The disk queue has a state machine. We have 3 states LIMIT_LOW, LIMIT_HIGH and
LIMIT_MAX. In each state, we throttle cgroups up to a limit according to their
state limit. LIMIT_LOW state limit is low limit, LIMIT_HIGH high limit and
LIMIT_MAX max limit. In a state, if condition meets, queue can upgrade to
higher level state or downgrade to lower level state. For example, queue is in
LIMIT_LOW state and all cgroups reach their low limit, the queue will be
upgraded to LIMIT_HIGH. In another example, queue is in LIMIT_MAX state, but
one cgroup is below its high limit, the queue will be downgraded to LIMIT_HIGH.
If all cgroups don't have limit for specific state, the state will be invalid.
We will skip invalid state for upgrading/downgrading. Initially queue state is
LIMIT_MAX till some cgroup gets low/high limit set, so this will maintain
backward compatibility for users with only max limist set.

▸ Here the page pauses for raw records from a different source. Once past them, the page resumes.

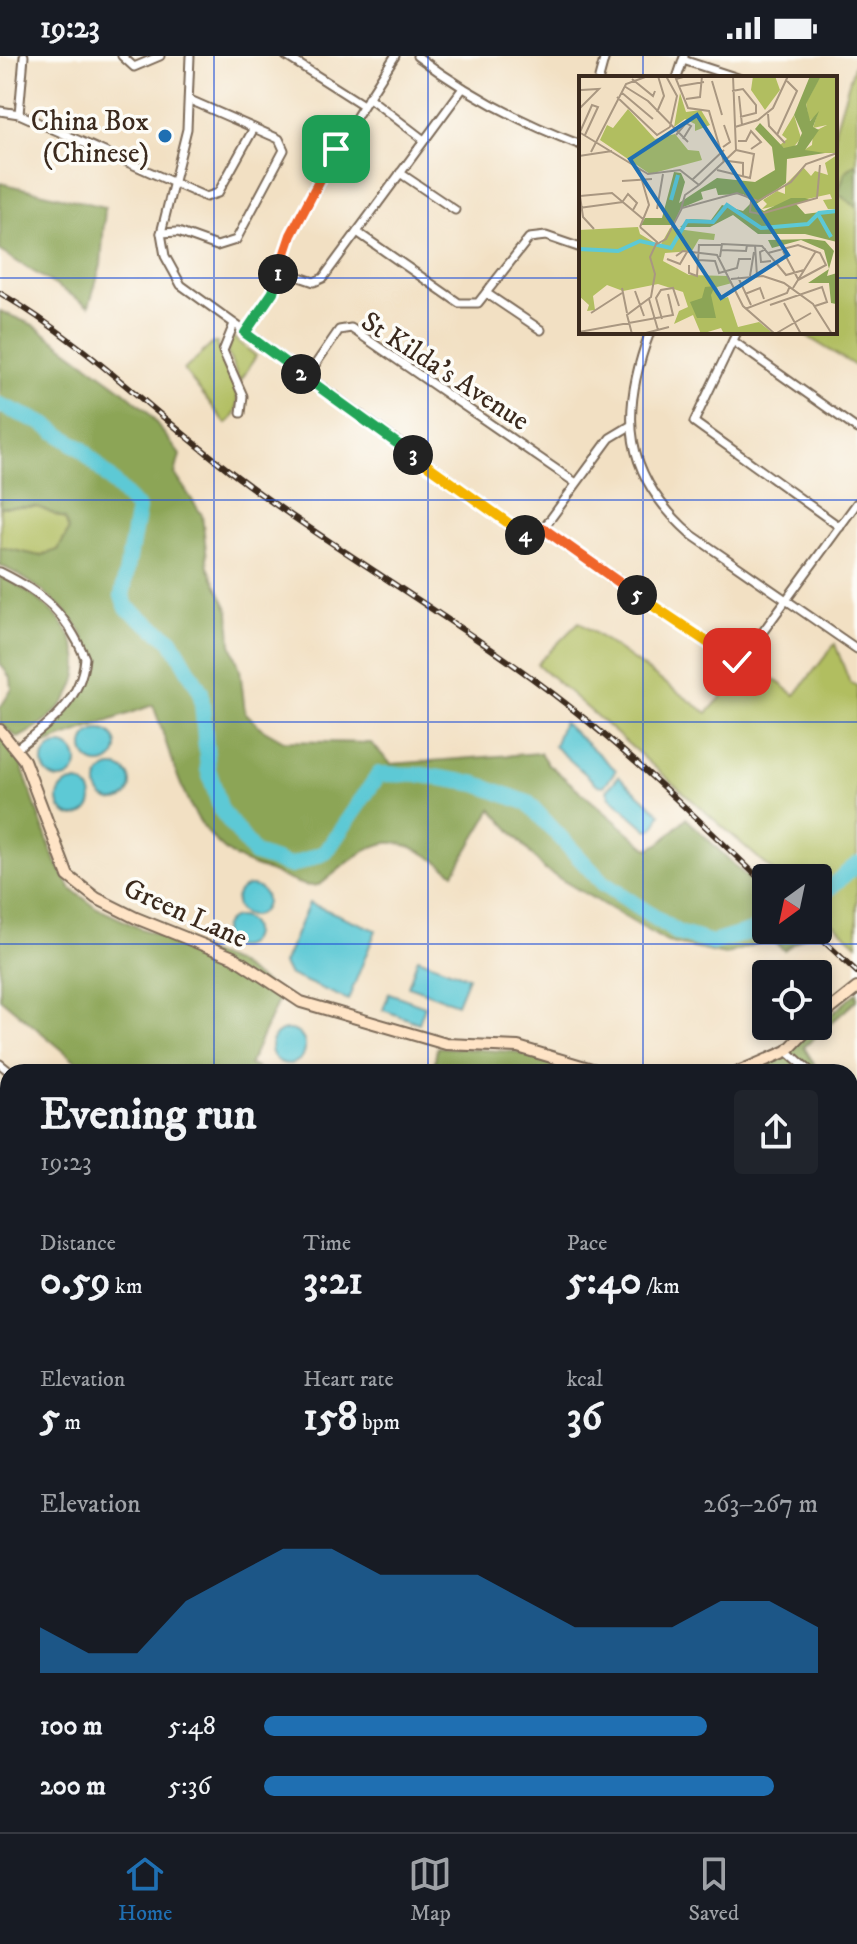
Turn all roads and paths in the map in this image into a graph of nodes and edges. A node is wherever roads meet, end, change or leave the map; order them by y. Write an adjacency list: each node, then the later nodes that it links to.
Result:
1 (24, 56): 19 (street)
2 (122, 56): 3 (street)
3 (158, 56)
4 (190, 56): 16 (street)
5 (286, 56): 17 (street)
6 (395, 56): 15 (street)
7 (417, 56): 11 (street)
8 (437, 56): 11 (street)
9 (605, 56): 12 (street)
10 (683, 58): 13 (street)
11 (429, 65): 14 (street)
12 (600, 76)
13 (732, 76)
14 (463, 88): 21 (street); 22 (street)
15 (368, 97): 17 (street); 21 (street)
16 (190, 100): 20 (street); 24 (street)
17 (363, 105): 29 (street)
18 (0, 111): 19 (street)
19 (19, 114): 24 (street)
20 (254, 128): 24 (street); 27 (street)
21 (424, 140): 23 (street)
22 (579, 144)
23 (400, 173): 25 (street); 26 (street)
24 (172, 185): 27 (street)
25 (455, 210)
26 (357, 232): 29 (street); 30 (street)
27 (161, 233): 31 (street)
28 (579, 247): 30 (street)
29 (279, 270): 33 (street)
30 (486, 293): 32 (street)
31 (234, 324): 33 (street); 38 (street)
32 (541, 330)
33 (245, 333): 37 (street)
34 (649, 334): 39 (street)
35 (736, 334): 36 (street)
36 (733, 341): 40 (street); 43 (street)
37 (306, 378): 41 (street, St Kilda's Avenue); 44 (street)
38 (241, 413)
39 (630, 426): 41 (street); 46 (street)
40 (857, 429)
41 (576, 483): 44 (street)
42 (857, 503): 43 (street)
43 (840, 527): 46 (street)
44 (544, 529): 46 (street)
45 (0, 572): 49 (street)
46 (787, 601): 47 (street)
47 (857, 649)
48 (0, 730): 49 (street)
49 (17, 748): 54 (street, Green Lane)
50 (857, 988): 51 (street)
51 (832, 1008)
52 (798, 1040): 53 (street)
53 (787, 1051): 55 (street); 56 (street)
54 (575, 1064)
55 (757, 1064)
56 (802, 1064)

If downgrade/upgrade only happens according to limit, we will have performance
issue. For example, if one cgroup has low limit set but the cgroup never
dispatch enough IO to reach low limit, the queue state will remain in
LIMIT_LOW. Other cgroups will be throttled and the whole disk utilization will
be low. To solve this issue, if cgroup is below limit for a long time, we treat
the cgroup idle and its corresponding limit will be ignored for
upgrade/downgrade logic. The idle based upgrade could introduce a dilemma
though, since we will do downgrade if cgroup is below its limit (eg idle). For
example, if a cgroup is below its low limit for a long time, queue is upgraded
to HIGH state. The cgroup continues to be below its low limit, the queue will
be downgraded to LOW state. In this example, the queue will keep switching
state between LOW and HIGH.

The key to avoid unnecessary state switching is to detect if cgroup is truly
idle, which is a hard problem unfortunately. There are two kinds of idle. One
is cgroup intends to not dispatch enough IO (real idle). In this case, we
should do upgrade quickly and don't do downgrade. The other is other cgroups
dispatch too many IO and use all bandwidth, the cgroup can't dispatch enough IO
and looks idle (fake idle). In this case, we should do downgrade quickly and
never do upgrade.

Destinguishing the two kinds of idle is impossible for a high queue depth disk
as far as I can tell. This patch set doesn't try to precisely detect idle.
Instead we record history of upgrade. If queue upgrades because cgroup hits
limit, future downgrade is likely because of fake idle, hence future upgrade
should run slowly and future downgrade should run quickly. Otherwise future
downgrade is likely because of real idle, hence future upgrade should run
quickly and future downgrade should run slowly. The adaptive upgrade/downgrade
time means disk downgrade in real idle happens rarely and disk upgrade in fake
idle happens rarely. This doesn't avoid repeatedly state switching though.
Please see patch 6 for details.

User must carefully set the limits. Inproper setting could be ignored. For
example, disk max bandwidth is 100M/s. One cgroup has low limit 60M/s, the
other 50M/s. When the first cgroup runs in 60M/s, there is only 40M/s bandwidth
remaining. The second cgroup will never reach 50M/s, so the cgroup will be
treated idle and its limit will be literally ignored.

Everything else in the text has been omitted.